Più ricchi, più poveri
Se quindi
il capo di Stato non vincerà al primo turno, ma andrà al ballottaggio,
sarà in parte merito di questa opposizione rinata, ma in buona dose
demerito suo. O meglio, della situazione economica del Paese. L’economia
turca, almeno stando ai darti sul Pil, continua a crescere. I dati del
primo trimestre 2018 hanno segnalato un aumento del prodotto interno
lordo del 7,4%, ma l’inflazione è tornata a due cifre e soprattutto il
cambio su euro e dollaro è fuori controllo da parecchi mesi. «Si tratta
di un problema molto grosso – spiega l’analista economico del quotidiano
Birgun, Mustafa Erdemol -. Riguarda gli imprenditori, perché l’export
turco è ad alta intensità di importazione quindi riescono a fare
margini, ma molto meno su quello che vendono. I consumatori, poi,
complice anche l’inflazione, vedono il potere di acquisto del loro
stipendio diminuito. Tutto questo in una città, Istanbul, che negli
ultimi cinque è diventata sempre più cara». A giugno, l’agenzia Standard
& Poor’s, a sorpresa, ha ridotto il suo rating del debito
sovrano della Turchia ponendolo nel cosiddetto «junk territory»
(territorio spazzatura). Il ministro delle Finanze, Mehmet Simsek, ha
reagito duramente, bollando la mossa come un modo per favorire gli
speculatori e influire sul risultato elettorale.
Campagna a senso unico
E
mentre Istanbul sembra diventata un città di saldi perenni, dove tutti i
negozi offrono merce scontata e il traffico è reso ancora più caotico
per le decine di cantieri aperti in città (stanno costruendo l’ennesima
linea di metropolitana), la campagna elettorale continua, in modo
palesemente sbilanciato. Ovunque è pieno di manifesti con la faccia del
presidente Erdogan e scritte come «La Grande Turchia ha bisogno di un
grande leader».
Alcuni ricordano anche il periodo in cui è stato
sindaco di Istanbul, a sottolineare i progressi compiuti dalla
megalopoli sul Bosforo. Ma dall’altra parte sono determinati, se non a
vincere, almeno a fargliela seriamente sudare. Muharrem Ince, il
candidato del Chp, il Partito laico e repubblicano, è più agguerrito del
previsto e ha dimostrato di avere una certa predisposizione a stare in
mezzo alla gente, cosa che per un leader turco è fondamentale. Il leader
curdo, Selahattin Demirtas, sta confermando tutto il suo carisma
nonostante si trovi in carcere e abbia fatto una campagna elettorale
completamente virtuale, con messaggi scritti a mano e postati dai suoi
avvocati e video registrati in cella con lo smartphone sempre dai suoi
legali.
Infine, Meral Aksener, la prima candidata donna alla
presidenza della Repubblica turca, è attestata in modo positivo nei
sondaggi, nonostante abbia fondato un nuovo partito appena sei mesi fa.

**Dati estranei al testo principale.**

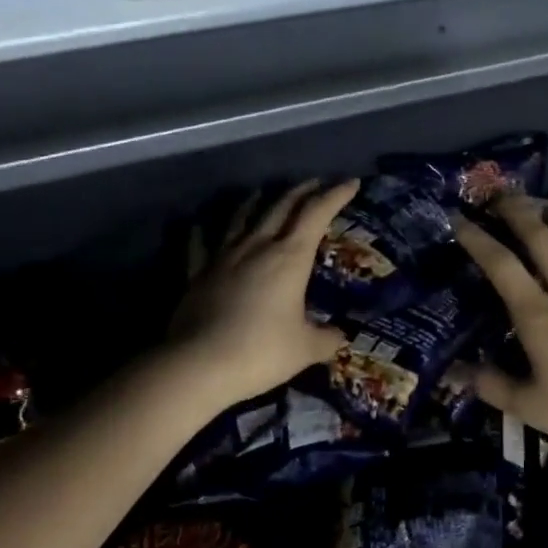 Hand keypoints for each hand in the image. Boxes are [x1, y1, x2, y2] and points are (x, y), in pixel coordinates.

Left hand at [166, 178, 358, 407]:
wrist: (200, 364)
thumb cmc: (262, 352)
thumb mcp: (306, 349)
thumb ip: (327, 338)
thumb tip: (341, 336)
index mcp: (290, 257)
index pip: (317, 214)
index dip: (335, 195)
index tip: (350, 183)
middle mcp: (257, 247)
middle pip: (281, 207)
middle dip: (301, 192)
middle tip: (315, 183)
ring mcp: (223, 257)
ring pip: (241, 218)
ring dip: (256, 202)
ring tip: (262, 193)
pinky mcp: (197, 274)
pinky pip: (200, 244)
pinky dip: (202, 232)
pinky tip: (199, 225)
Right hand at [453, 198, 547, 465]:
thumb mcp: (530, 406)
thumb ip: (491, 385)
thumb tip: (457, 373)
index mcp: (537, 315)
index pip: (501, 266)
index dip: (477, 240)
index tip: (458, 219)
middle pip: (541, 241)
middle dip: (519, 213)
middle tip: (501, 196)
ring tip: (545, 208) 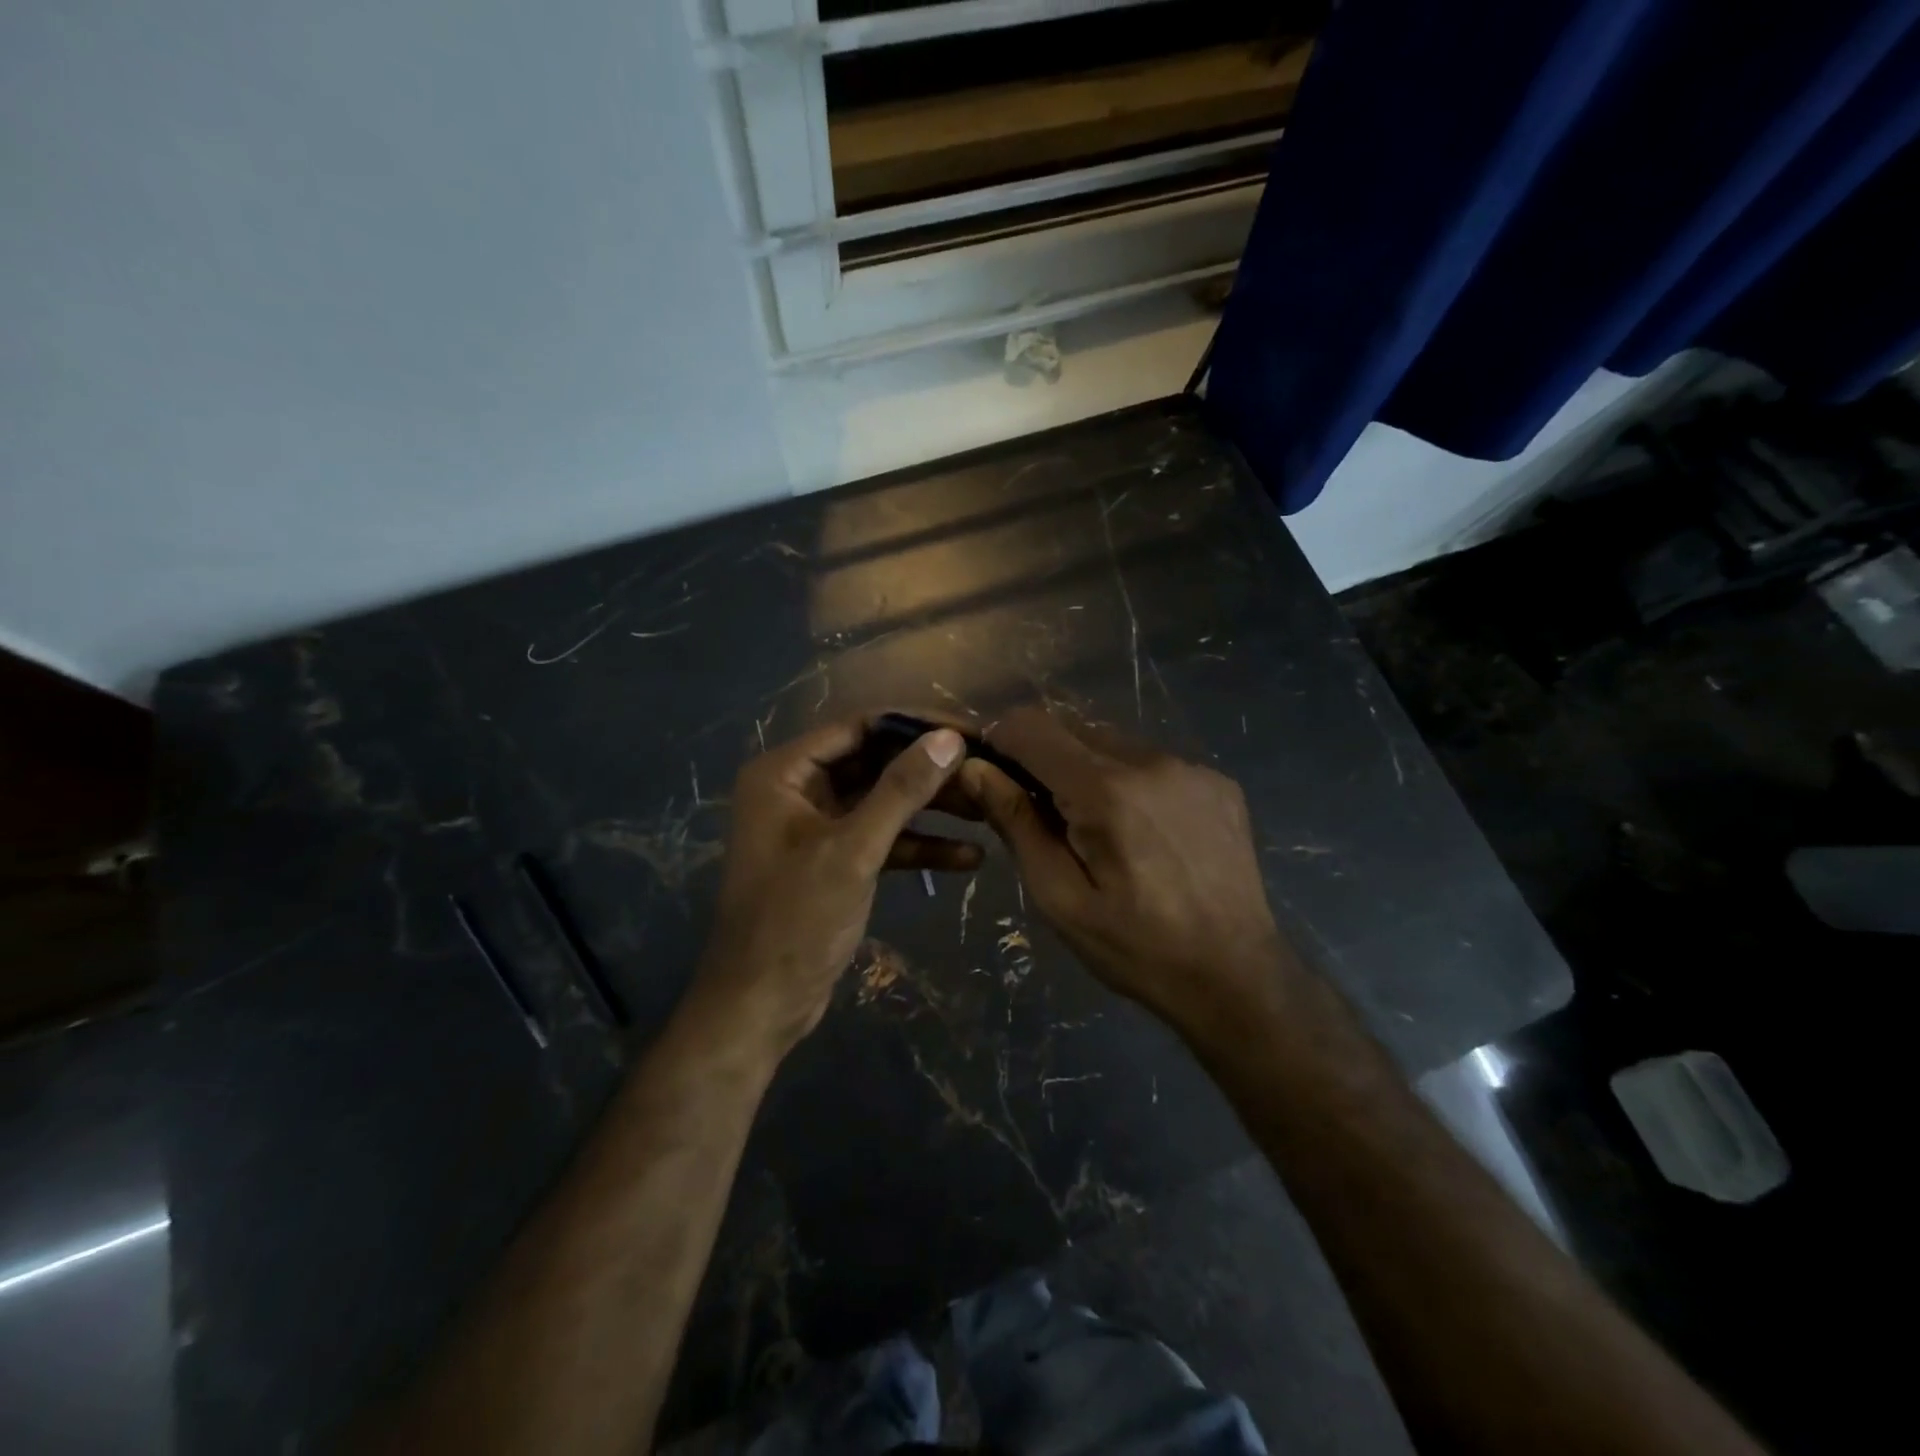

Che Erdogan questa volta passi al primo turno è molto difficile.
Fino all’ultima speranza
Intanto,
nella Istanbul più europea ci credono, a costo di bruschi risvegli dopo
un bel sogno. «Stavolta lo mandiamo a casa – afferma convinto un
venditore ambulante di frutta a Okmeydani, quartiere dove vivono molti
curdi e dove hanno trovato casa anche parecchi rifugiati siriani -. La
gente è stanca e adesso sta venendo fuori che economicamente navighiamo
sul nulla. I conti a fine mese iniziano a non tornare. L’era Erdogan è
finita». C’è poi chi ne fa una questione molto più ideologica. «Prevedo
un’affluenza molto alta – spiega Zeynep, fa volantinaggio per pagarsi
parte degli studi –. Questa volta gli si rivoltano contro i giovani che
lui dice di amare tanto».
Il più equilibrato di tutti, sembra il
tassista, categoria che in almeno Turchia, fiuta in anticipo le tendenze
nel Paese: «Ho sempre votato Erdogan. Questa volta non lo voto, perché
mi ha stancato. Ma vince lui. Sicuro».